On Tuesday, May 30, 2017 07:33:18 Andrew C wrote:
> I saw the following:
> "
> 
> on note
>   disallow_group($ALL_GROUPS)  { turn all groups off }
>   allow_group(0)                         { turn first group on }
>   ignore_event($EVENT_ID)         { inhibit triggering note from being
> played } play_note($EVENT_NOTE, $EVENT_VELOCITY, 0, -1)          { replay
> note } end note
> "
> 
> It's just a fragment, but yes, it seems like play_note can still
> trigger the note and follow the 'note_on/note_off' of the note handler
> itself.

Ok, since you say it is just a fragment of the overall code, I can just guess 
that this technique might he used as an alternative for calling change_*() 
functions for the triggered note.

I do see use cases which were not possible with our implementation of 
play_note(), so I just implemented the following behavior changes of the 
play_note() function:

* If -1 was passed for the "duration" argument and the parent note is already 
gone (i.e. because of a previous call to ignore_event()) then play_note() 
silently returns 0 as result value.

* Additionally I added a new special value -2 for argument "duration", which 
essentially enables what you demonstrated.

Here the updated docs:

http://doc.linuxsampler.org/Instrument_Scripts/NKSP_Language/Reference/play_note_function/

Now I don't know Kontakt's precise behavior on this one, so I am not 
absolutely sure whether these changes are optimal.
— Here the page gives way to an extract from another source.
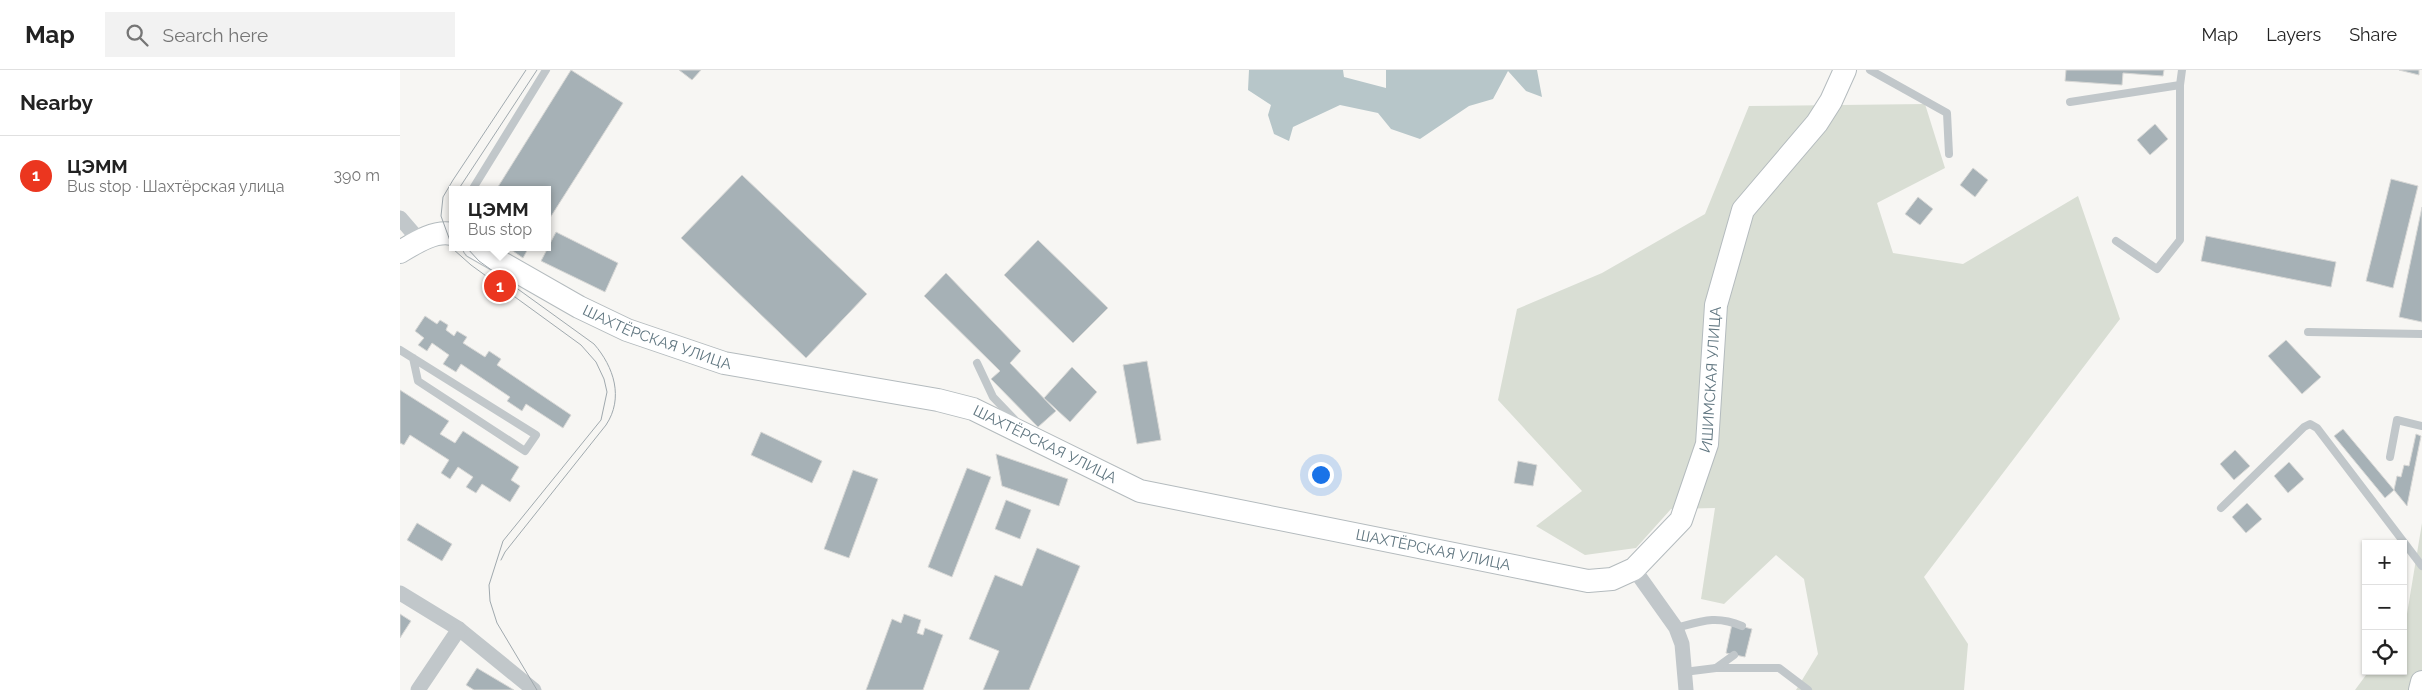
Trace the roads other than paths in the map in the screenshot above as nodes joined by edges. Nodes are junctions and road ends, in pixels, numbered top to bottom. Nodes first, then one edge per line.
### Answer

But let me describe the use 
cases for the two special values -1 and -2 and hence the reason why I think we 
need both:

* Use case for duration = -1 :
------------------------------

on note
  play_note($EVENT_NOTE+12, $EVENT_VELOCITY, -1, -1)
end on

This triggers an additional note (transposed upwards by one octave) each time 
you trigger a key on the keyboard. In this case the new note has a different 
note number, however you still want the new (transposed) note to be released 
when a note-off event arrives on $EVENT_NOTE, not on $EVENT_NOTE+12. So the 
new note's life time is sticked to its causing parent note.
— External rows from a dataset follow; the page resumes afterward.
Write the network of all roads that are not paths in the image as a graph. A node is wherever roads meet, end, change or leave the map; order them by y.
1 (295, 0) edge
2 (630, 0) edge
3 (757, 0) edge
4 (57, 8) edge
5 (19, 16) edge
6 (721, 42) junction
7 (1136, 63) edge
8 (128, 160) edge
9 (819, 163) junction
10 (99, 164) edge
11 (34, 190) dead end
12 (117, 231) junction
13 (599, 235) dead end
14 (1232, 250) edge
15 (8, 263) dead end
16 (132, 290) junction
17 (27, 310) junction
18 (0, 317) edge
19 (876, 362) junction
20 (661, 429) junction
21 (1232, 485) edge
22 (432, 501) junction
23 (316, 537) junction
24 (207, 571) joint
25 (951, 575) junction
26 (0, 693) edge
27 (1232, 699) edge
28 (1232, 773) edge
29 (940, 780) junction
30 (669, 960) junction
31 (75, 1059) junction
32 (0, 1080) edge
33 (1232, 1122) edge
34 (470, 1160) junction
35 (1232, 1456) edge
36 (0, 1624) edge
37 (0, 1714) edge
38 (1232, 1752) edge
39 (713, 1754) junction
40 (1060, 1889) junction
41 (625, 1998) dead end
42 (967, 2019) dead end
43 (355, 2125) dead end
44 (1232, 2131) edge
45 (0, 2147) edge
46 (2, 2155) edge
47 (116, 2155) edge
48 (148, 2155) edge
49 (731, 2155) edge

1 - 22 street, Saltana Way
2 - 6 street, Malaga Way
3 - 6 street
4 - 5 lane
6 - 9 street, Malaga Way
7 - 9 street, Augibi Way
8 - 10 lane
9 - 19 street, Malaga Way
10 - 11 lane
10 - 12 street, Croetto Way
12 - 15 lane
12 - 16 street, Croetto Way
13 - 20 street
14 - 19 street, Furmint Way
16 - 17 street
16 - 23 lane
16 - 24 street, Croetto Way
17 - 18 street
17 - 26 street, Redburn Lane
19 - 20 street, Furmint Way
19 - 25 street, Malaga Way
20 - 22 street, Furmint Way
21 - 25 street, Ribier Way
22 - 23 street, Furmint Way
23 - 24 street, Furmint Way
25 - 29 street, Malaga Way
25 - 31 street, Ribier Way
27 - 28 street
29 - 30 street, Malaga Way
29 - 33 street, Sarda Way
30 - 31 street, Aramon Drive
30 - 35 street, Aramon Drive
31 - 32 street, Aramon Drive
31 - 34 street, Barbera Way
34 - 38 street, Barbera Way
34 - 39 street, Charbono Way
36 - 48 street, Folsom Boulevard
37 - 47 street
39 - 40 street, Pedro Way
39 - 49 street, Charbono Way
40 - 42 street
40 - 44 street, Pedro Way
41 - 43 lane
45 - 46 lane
In a more complex script of this use case, you might additionally have some 
logic code afterwards which might drop the original (parent) note on certain 
conditions, then also the already scheduled new (transposed) note should be 
dropped automatically as well, which our current behavior does. So this is a 
very handy feature in this case.

* Use case for duration = -2 :
------------------------------

on controller
  declare $someNoteNr := 60
  declare $someNoteVelocity := 127
  ...
  if ($CC_NUM = 1)
    play_note($someNoteNr, $someNoteVelocity, -1, -2)
  end if
end on

This triggers a new note (i.e. with note number 60) when the modulation wheel 
is used (MIDI CC#1), and sticks the life time of the new note to MIDI note/key 
number 60. So those new voice(s) shall play until a MIDI note-off arrives on 
MIDI note number 60.

As said, I don't know what Kontakt does exactly. It could be that Kontakt's 
duration=-1 case is what we now have as duration=-2, and that they don't have 
our duration=-1 behavior at all. Or their behavior could also be mix of our 
two -1 and -2 cases, such a mix behavior is not desirable IMO though. Maybe 
somebody can check what Kontakt really does here.